-- INPUT follows --

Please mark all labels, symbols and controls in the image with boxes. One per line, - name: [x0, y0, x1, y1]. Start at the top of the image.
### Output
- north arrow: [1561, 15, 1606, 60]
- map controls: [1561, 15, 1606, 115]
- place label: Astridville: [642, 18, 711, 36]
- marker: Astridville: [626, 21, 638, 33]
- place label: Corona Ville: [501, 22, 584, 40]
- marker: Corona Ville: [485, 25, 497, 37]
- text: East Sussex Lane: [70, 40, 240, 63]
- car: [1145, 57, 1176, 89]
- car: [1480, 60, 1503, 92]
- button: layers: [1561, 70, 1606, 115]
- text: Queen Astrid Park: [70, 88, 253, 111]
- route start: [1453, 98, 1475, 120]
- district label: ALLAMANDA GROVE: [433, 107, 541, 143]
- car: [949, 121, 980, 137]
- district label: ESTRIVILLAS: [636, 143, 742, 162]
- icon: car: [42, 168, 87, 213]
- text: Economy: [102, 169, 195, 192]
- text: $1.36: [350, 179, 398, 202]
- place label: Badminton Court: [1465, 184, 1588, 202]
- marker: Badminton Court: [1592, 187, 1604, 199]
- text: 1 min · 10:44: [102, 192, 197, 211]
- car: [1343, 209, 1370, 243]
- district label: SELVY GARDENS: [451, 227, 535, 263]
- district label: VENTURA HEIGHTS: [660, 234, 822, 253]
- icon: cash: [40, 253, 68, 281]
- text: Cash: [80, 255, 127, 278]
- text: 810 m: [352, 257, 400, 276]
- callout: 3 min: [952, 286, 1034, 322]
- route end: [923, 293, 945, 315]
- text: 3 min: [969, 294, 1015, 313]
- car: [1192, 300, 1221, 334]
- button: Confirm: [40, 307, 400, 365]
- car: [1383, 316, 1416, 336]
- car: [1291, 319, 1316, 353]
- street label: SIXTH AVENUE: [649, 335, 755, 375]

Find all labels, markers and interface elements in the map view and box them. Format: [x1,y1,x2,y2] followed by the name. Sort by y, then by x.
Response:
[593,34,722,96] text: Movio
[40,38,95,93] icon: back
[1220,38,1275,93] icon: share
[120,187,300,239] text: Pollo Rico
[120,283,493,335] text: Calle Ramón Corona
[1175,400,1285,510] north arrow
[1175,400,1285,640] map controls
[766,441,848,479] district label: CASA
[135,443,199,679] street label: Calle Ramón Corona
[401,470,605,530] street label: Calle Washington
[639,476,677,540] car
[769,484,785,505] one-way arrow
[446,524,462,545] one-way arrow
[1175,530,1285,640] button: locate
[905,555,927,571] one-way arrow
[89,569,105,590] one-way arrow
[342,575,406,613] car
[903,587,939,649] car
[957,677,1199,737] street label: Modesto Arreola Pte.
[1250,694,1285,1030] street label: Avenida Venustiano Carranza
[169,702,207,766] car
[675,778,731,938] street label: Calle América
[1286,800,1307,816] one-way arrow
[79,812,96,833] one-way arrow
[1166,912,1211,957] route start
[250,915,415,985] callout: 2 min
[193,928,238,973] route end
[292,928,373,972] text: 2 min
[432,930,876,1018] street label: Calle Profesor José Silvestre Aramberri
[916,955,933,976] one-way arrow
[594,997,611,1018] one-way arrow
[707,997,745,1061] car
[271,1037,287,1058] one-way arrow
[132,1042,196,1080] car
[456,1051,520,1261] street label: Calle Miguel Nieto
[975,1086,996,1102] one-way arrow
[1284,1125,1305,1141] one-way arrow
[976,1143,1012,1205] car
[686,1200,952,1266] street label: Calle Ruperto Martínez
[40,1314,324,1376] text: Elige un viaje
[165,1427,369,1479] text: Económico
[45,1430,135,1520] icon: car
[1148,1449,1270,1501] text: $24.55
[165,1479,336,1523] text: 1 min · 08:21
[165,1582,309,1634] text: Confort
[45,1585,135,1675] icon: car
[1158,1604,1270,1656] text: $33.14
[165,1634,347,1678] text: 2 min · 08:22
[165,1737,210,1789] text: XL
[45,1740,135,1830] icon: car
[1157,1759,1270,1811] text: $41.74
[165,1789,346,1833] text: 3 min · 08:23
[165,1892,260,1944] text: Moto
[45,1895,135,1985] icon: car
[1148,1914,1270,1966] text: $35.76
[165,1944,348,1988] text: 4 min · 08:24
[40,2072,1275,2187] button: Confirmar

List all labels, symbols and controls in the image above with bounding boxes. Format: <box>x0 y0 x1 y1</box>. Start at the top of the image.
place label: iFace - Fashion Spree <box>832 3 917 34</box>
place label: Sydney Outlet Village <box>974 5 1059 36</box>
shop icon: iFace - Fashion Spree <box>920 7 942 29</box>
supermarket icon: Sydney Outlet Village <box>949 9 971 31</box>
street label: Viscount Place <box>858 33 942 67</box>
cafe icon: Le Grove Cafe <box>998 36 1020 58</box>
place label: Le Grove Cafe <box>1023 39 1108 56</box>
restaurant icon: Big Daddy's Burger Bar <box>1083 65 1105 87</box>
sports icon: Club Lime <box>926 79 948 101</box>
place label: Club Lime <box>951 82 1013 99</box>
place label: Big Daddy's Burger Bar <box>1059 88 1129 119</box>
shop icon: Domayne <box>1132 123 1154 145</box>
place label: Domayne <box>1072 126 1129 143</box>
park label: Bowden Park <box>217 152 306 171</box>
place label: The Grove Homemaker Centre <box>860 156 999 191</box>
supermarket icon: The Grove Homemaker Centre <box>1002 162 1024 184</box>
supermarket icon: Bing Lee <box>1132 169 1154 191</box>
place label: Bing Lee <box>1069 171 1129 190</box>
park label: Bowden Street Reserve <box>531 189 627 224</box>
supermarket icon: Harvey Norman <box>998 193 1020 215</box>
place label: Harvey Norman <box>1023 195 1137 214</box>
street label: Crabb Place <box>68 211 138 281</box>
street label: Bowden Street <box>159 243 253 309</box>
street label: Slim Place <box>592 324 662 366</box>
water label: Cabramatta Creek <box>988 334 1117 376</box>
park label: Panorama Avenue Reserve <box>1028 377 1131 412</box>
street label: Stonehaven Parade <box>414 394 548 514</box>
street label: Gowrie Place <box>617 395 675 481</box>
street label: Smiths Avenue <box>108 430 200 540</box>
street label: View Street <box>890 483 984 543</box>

-- INPUT concluded --

ASSIGNED TASK:
Print all of the entries exactly, leaving nothing out.

EXPECTED OUTPUT:
Please mark all labels, symbols and controls in the image with boxes. One per line, - name: [x0, y0, x1, y1]. Start at the top of the image.
### Output
- north arrow: [1561, 15, 1606, 60]
- map controls: [1561, 15, 1606, 115]
- place label: Astridville: [642, 18, 711, 36]
- marker: Astridville: [626, 21, 638, 33]
- place label: Corona Ville: [501, 22, 584, 40]
- marker: Corona Ville: [485, 25, 497, 37]
- text: East Sussex Lane: [70, 40, 240, 63]
- car: [1145, 57, 1176, 89]
- car: [1480, 60, 1503, 92]
- button: layers: [1561, 70, 1606, 115]
- text: Queen Astrid Park: [70, 88, 253, 111]
- route start: [1453, 98, 1475, 120]
- district label: ALLAMANDA GROVE: [433, 107, 541, 143]
- car: [949, 121, 980, 137]
- district label: ESTRIVILLAS: [636, 143, 742, 162]
- icon: car: [42, 168, 87, 213]
- text: Economy: [102, 169, 195, 192]
- text: $1.36: [350, 179, 398, 202]
- place label: Badminton Court: [1465, 184, 1588, 202]
- marker: Badminton Court: [1592, 187, 1604, 199]
- text: 1 min · 10:44: [102, 192, 197, 211]
- car: [1343, 209, 1370, 243]
- district label: SELVY GARDENS: [451, 227, 535, 263]
- district label: VENTURA HEIGHTS: [660, 234, 822, 253]
- icon: cash: [40, 253, 68, 281]
- text: Cash: [80, 255, 127, 278]
- text: 810 m: [352, 257, 400, 276]
- callout: 3 min: [952, 286, 1034, 322]
- route end: [923, 293, 945, 315]
- text: 3 min: [969, 294, 1015, 313]
- car: [1192, 300, 1221, 334]
- button: Confirm: [40, 307, 400, 365]
- car: [1383, 316, 1416, 336]
- car: [1291, 319, 1316, 353]
- street label: SIXTH AVENUE: [649, 335, 755, 375]

Find all labels, markers and interface elements in the map view and box them. Format: [x1,y1,x2,y2] followed by the name. Sort by y, then by x.
Response:
[593,34,722,96] text: Movio
[40,38,95,93] icon: back
[1220,38,1275,93] icon: share
[120,187,300,239] text: Pollo Rico
[120,283,493,335] text: Calle Ramón Corona
[1175,400,1285,510] north arrow
[1175,400,1285,640] map controls
[766,441,848,479] district label: CASA
[135,443,199,679] street label: Calle Ramón Corona
[401,470,605,530] street label: Calle Washington
[639,476,677,540] car
[769,484,785,505] one-way arrow
[446,524,462,545] one-way arrow
[1175,530,1285,640] button: locate
[905,555,927,571] one-way arrow
[89,569,105,590] one-way arrow
[342,575,406,613] car
[903,587,939,649] car
[957,677,1199,737] street label: Modesto Arreola Pte.
[1250,694,1285,1030] street label: Avenida Venustiano Carranza
[169,702,207,766] car
[675,778,731,938] street label: Calle América
[1286,800,1307,816] one-way arrow
[79,812,96,833] one-way arrow
[1166,912,1211,957] route start
[250,915,415,985] callout: 2 min
[193,928,238,973] route end
[292,928,373,972] text: 2 min
[432,930,876,1018] street label: Calle Profesor José Silvestre Aramberri
[916,955,933,976] one-way arrow
[594,997,611,1018] one-way arrow
[707,997,745,1061] car
[271,1037,287,1058] one-way arrow
[132,1042,196,1080] car
[456,1051,520,1261] street label: Calle Miguel Nieto
[975,1086,996,1102] one-way arrow
[1284,1125,1305,1141] one-way arrow
[976,1143,1012,1205] car
[686,1200,952,1266] street label: Calle Ruperto Martínez
[40,1314,324,1376] text: Elige un viaje
[165,1427,369,1479] text: Económico
[45,1430,135,1520] icon: car
[1148,1449,1270,1501] text: $24.55
[165,1479,336,1523] text: 1 min · 08:21
[165,1582,309,1634] text: Confort
[45,1585,135,1675] icon: car
[1158,1604,1270,1656] text: $33.14
[165,1634,347,1678] text: 2 min · 08:22
[165,1737,210,1789] text: XL
[45,1740,135,1830] icon: car
[1157,1759,1270,1811] text: $41.74
[165,1789,346,1833] text: 3 min · 08:23
[165,1892,260,1944] text: Moto
[45,1895,135,1985] icon: car
[1148,1914,1270,1966] text: $35.76
[165,1944,348,1988] text: 4 min · 08:24
[40,2072,1275,2187] button: Confirmar

List all labels, symbols and controls in the image above with bounding boxes. Format: <box>x0 y0 x1 y1</box>. Start at the top of the image.
place label: iFace - Fashion Spree <box>832 3 917 34</box>
place label: Sydney Outlet Village <box>974 5 1059 36</box>
shop icon: iFace - Fashion Spree <box>920 7 942 29</box>
supermarket icon: Sydney Outlet Village <box>949 9 971 31</box>
street label: Viscount Place <box>858 33 942 67</box>
cafe icon: Le Grove Cafe <box>998 36 1020 58</box>
place label: Le Grove Cafe <box>1023 39 1108 56</box>
restaurant icon: Big Daddy's Burger Bar <box>1083 65 1105 87</box>
sports icon: Club Lime <box>926 79 948 101</box>
place label: Club Lime <box>951 82 1013 99</box>
place label: Big Daddy's Burger Bar <box>1059 88 1129 119</box>
shop icon: Domayne <box>1132 123 1154 145</box>
place label: Domayne <box>1072 126 1129 143</box>
park label: Bowden Park <box>217 152 306 171</box>
place label: The Grove Homemaker Centre <box>860 156 999 191</box>
supermarket icon: The Grove Homemaker Centre <box>1002 162 1024 184</box>
supermarket icon: Bing Lee <box>1132 169 1154 191</box>
place label: Bing Lee <box>1069 171 1129 190</box>
park label: Bowden Street Reserve <box>531 189 627 224</box>
supermarket icon: Harvey Norman <box>998 193 1020 215</box>
place label: Harvey Norman <box>1023 195 1137 214</box>
street label: Crabb Place <box>68 211 138 281</box>
street label: Bowden Street <box>159 243 253 309</box>
street label: Slim Place <box>592 324 662 366</box>
water label: Cabramatta Creek <box>988 334 1117 376</box>
park label: Panorama Avenue Reserve <box>1028 377 1131 412</box>
street label: Stonehaven Parade <box>414 394 548 514</box>
street label: Gowrie Place <box>617 395 675 481</box>
street label: Smiths Avenue <box>108 430 200 540</box>
street label: View Street <box>890 483 984 543</box>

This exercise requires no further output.